What you need to do
Scan the material below for every line with the string "Quérigut", and copy those lines.

:: Supplied data

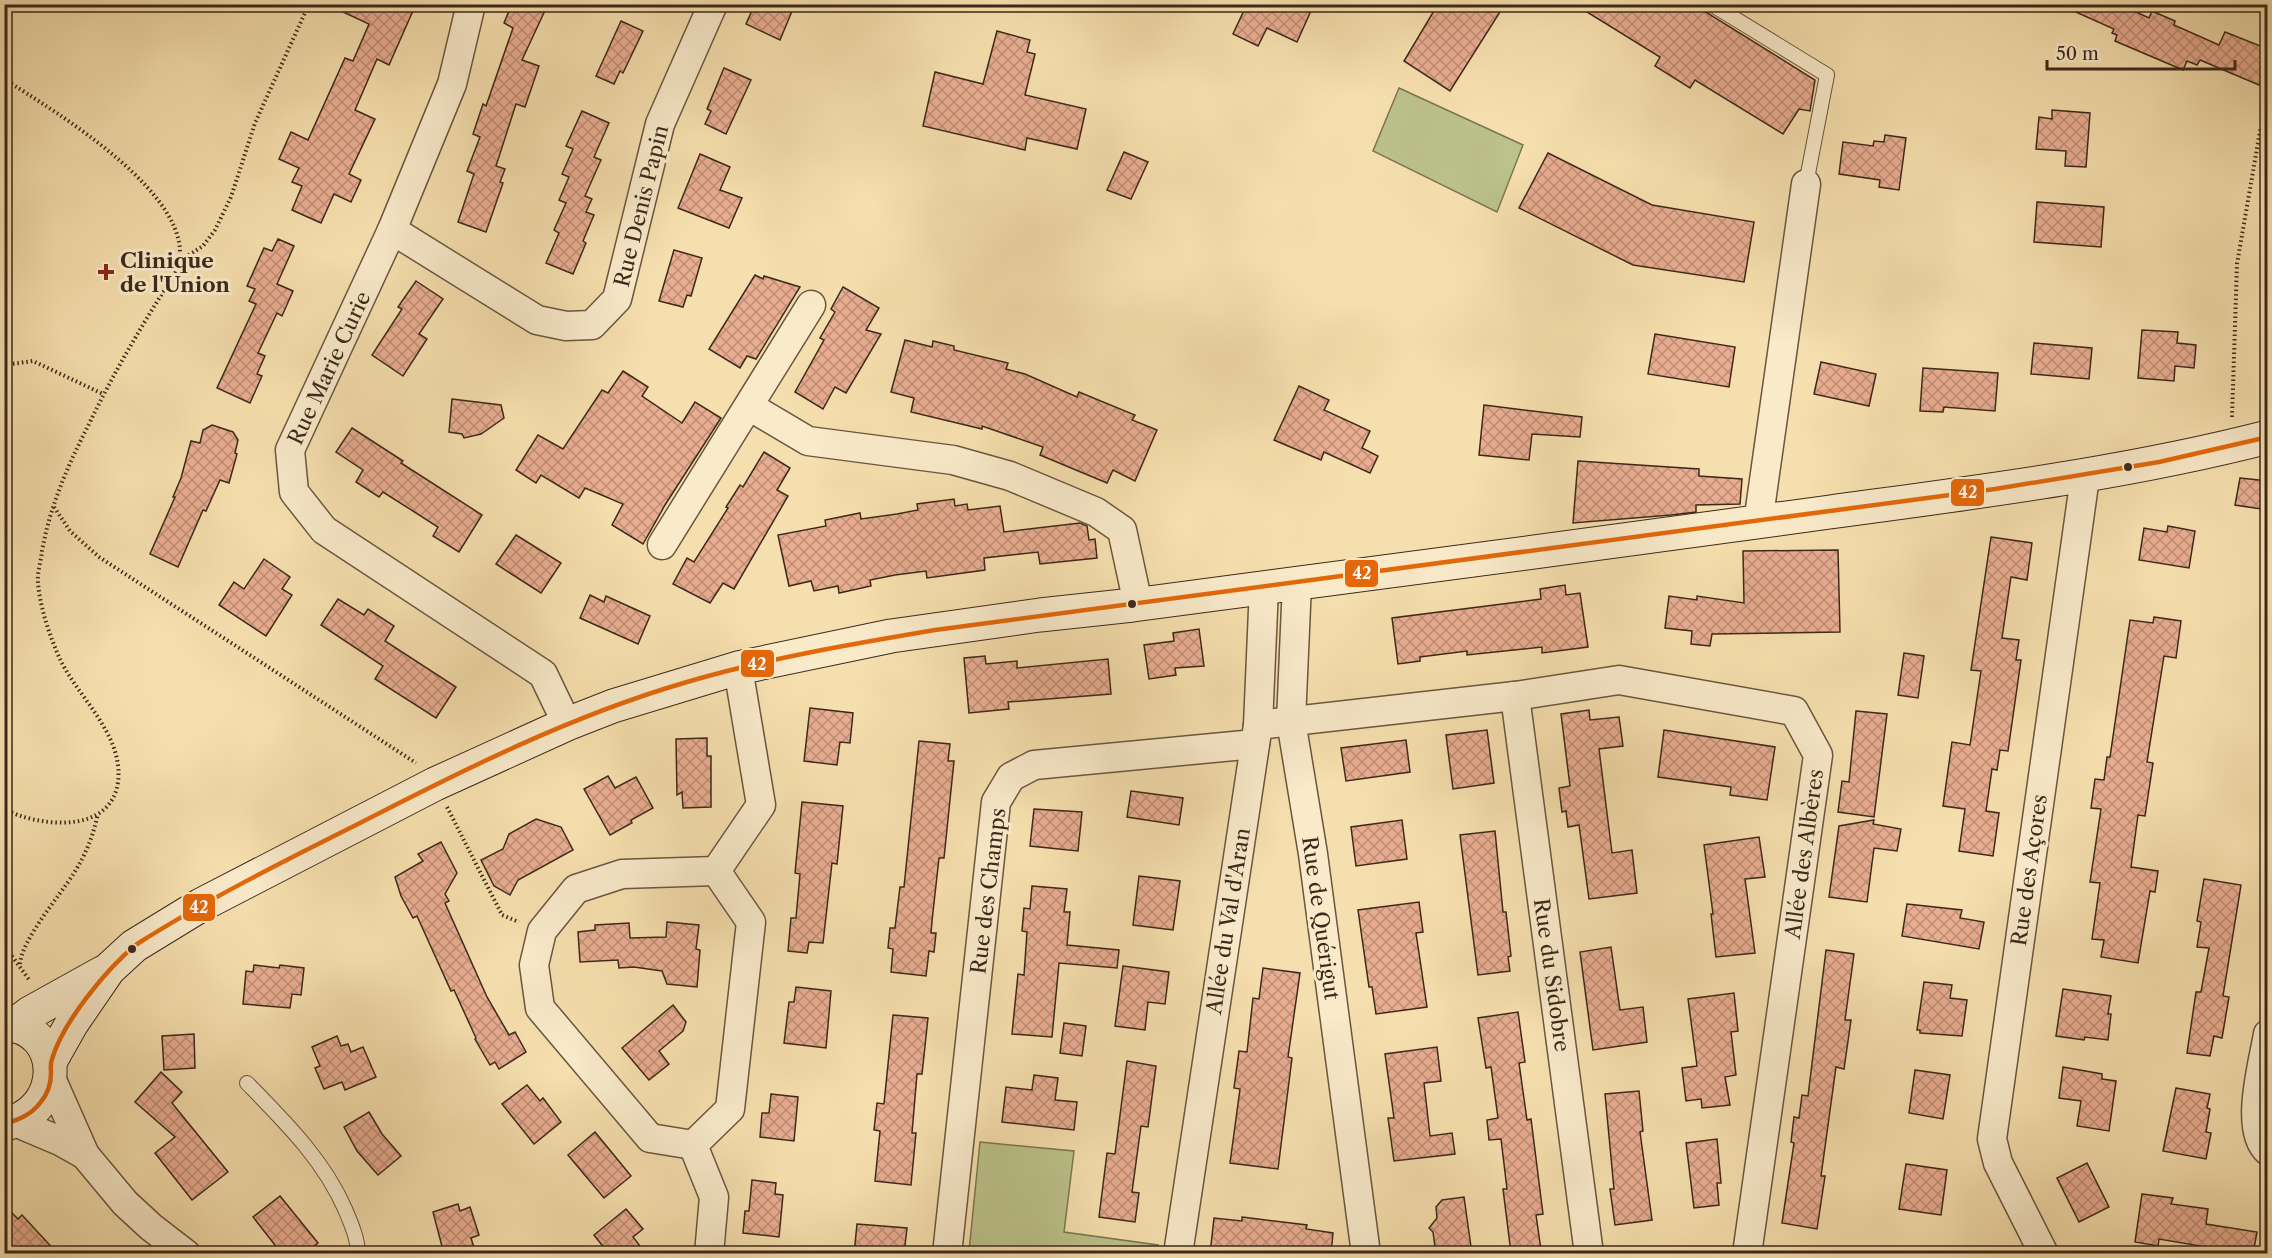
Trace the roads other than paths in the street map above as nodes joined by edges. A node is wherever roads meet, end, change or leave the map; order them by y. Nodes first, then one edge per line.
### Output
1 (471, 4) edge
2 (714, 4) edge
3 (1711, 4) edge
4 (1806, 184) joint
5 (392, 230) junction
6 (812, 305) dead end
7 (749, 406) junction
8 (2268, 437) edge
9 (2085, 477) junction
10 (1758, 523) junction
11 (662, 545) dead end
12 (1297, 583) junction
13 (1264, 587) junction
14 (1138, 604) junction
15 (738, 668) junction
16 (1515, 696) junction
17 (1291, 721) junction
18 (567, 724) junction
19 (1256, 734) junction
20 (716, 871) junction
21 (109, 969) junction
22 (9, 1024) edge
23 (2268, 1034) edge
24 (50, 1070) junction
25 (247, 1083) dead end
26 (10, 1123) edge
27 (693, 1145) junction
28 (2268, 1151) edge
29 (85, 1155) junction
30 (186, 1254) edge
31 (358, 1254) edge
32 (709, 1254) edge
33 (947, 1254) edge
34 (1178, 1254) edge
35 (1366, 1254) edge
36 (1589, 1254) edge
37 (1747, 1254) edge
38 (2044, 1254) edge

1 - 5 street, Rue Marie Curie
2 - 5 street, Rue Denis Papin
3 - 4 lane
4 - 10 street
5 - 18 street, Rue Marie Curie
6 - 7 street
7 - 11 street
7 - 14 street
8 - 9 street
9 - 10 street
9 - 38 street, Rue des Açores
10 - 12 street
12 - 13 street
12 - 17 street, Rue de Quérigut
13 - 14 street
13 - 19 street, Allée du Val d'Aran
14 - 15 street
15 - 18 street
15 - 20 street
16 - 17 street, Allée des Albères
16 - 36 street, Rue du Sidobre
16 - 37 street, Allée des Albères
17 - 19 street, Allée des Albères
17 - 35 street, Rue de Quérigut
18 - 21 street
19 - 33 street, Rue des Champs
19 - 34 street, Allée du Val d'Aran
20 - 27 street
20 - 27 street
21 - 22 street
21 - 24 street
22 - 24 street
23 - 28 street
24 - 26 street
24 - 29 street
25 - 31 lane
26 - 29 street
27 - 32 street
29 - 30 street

::::
:: Supplied data

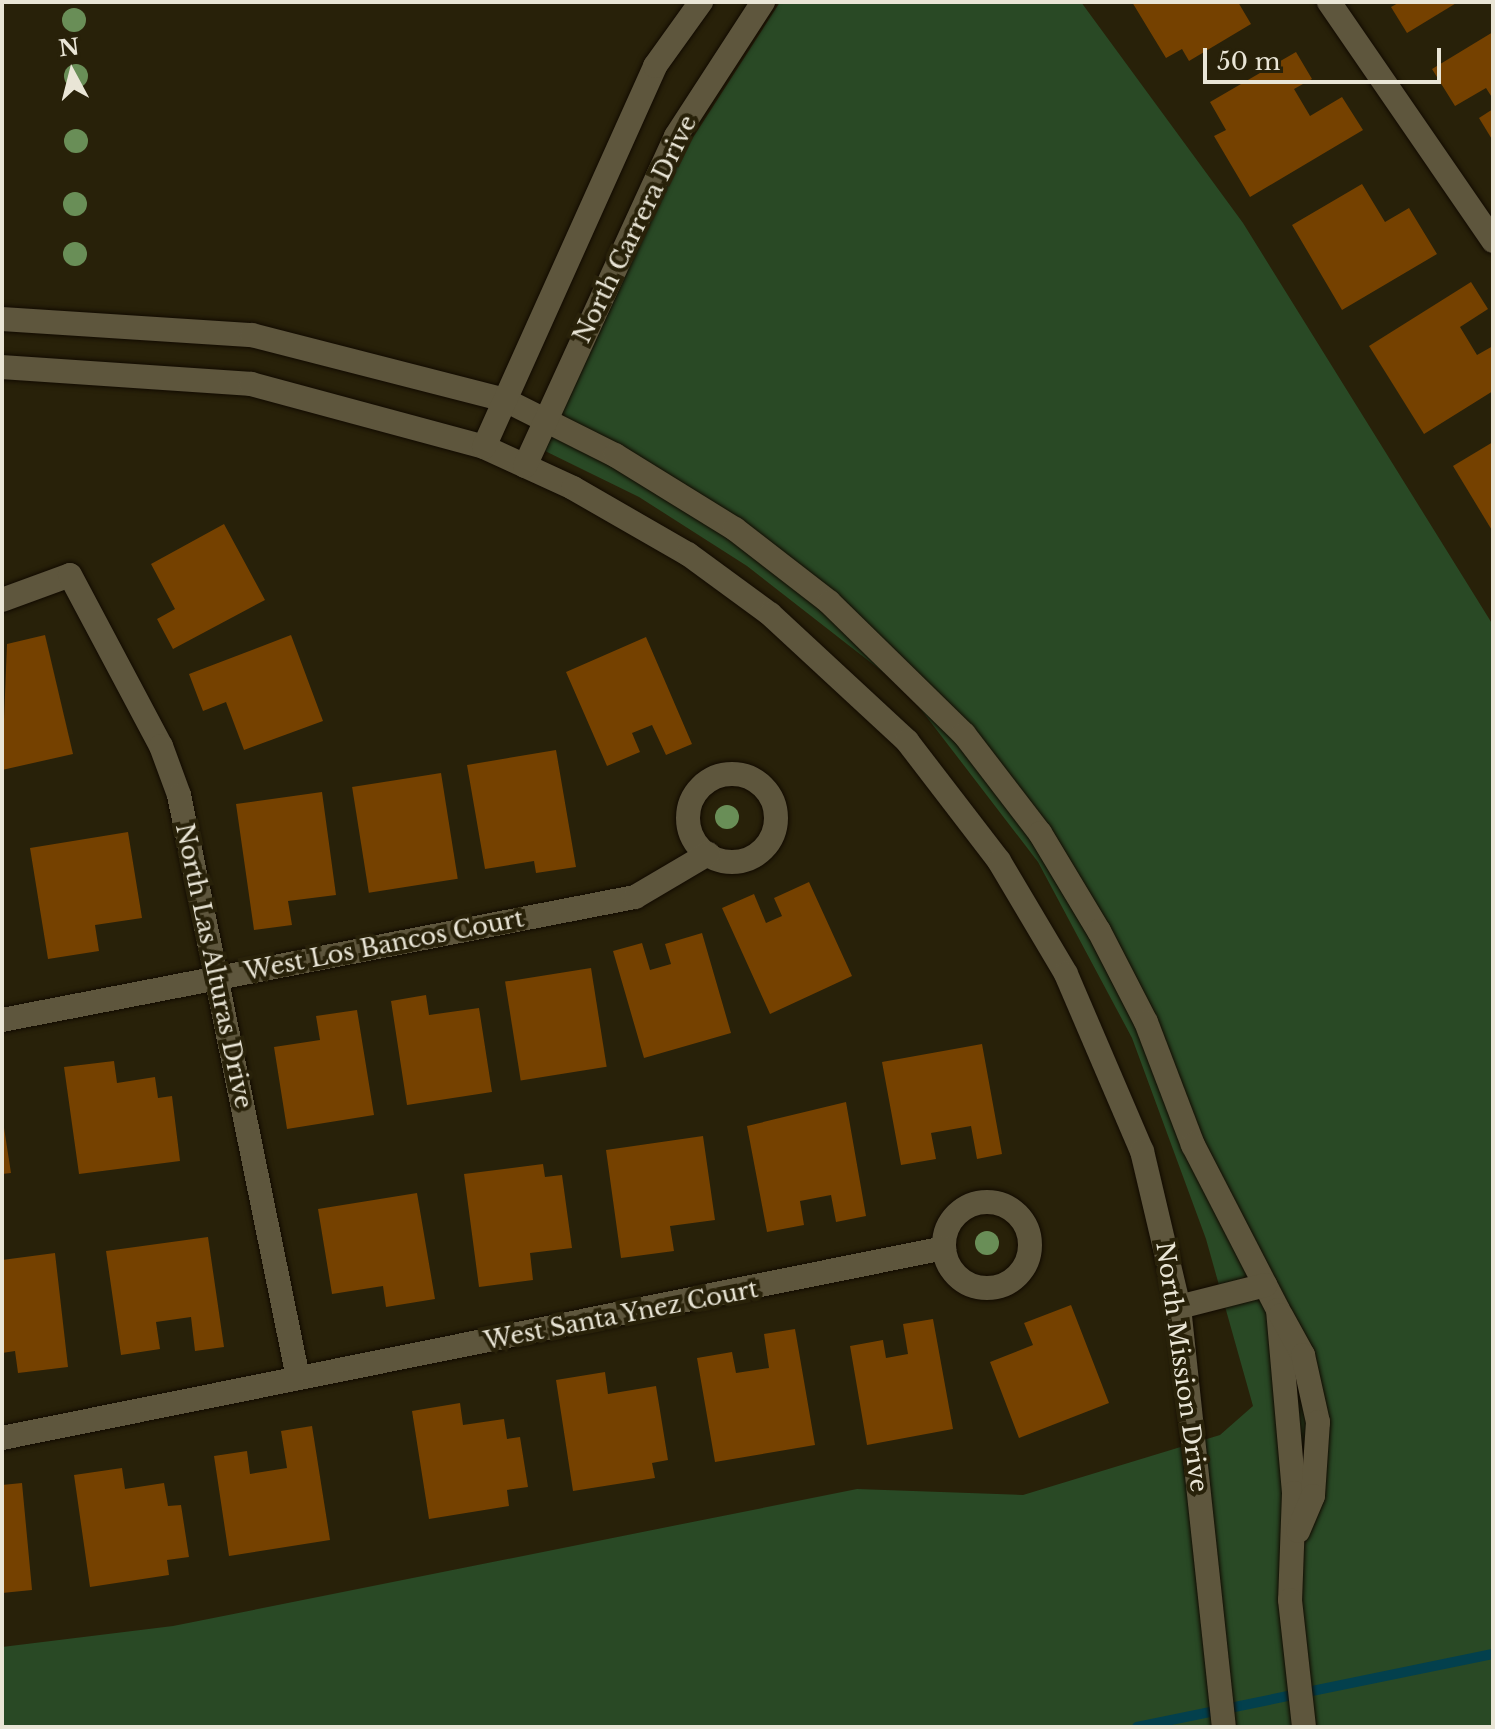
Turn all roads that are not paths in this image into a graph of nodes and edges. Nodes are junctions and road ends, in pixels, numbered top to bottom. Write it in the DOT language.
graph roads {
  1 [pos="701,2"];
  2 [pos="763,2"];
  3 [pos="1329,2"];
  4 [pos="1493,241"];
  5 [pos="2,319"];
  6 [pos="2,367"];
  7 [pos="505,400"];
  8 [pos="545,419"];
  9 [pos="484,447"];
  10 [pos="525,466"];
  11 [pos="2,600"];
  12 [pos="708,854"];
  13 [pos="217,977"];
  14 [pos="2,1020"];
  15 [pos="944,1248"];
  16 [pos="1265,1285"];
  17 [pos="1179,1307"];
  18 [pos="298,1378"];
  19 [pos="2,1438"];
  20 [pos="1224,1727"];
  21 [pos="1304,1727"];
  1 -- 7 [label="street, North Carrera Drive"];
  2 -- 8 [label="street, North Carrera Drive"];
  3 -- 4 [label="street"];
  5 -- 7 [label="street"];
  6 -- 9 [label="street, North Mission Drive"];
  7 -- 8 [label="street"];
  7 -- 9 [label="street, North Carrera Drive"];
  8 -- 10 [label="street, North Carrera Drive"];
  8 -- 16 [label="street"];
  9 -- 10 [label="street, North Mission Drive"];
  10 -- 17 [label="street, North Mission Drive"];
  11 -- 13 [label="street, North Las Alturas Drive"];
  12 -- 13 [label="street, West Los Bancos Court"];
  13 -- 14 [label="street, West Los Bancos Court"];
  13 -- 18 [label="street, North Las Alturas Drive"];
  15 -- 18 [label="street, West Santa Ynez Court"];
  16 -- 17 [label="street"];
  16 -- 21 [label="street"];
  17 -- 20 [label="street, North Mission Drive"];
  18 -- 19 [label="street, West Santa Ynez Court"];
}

::::

Output of the exercise
12 - 17 street, Rue de Quérigut
17 - 35 street, Rue de Quérigut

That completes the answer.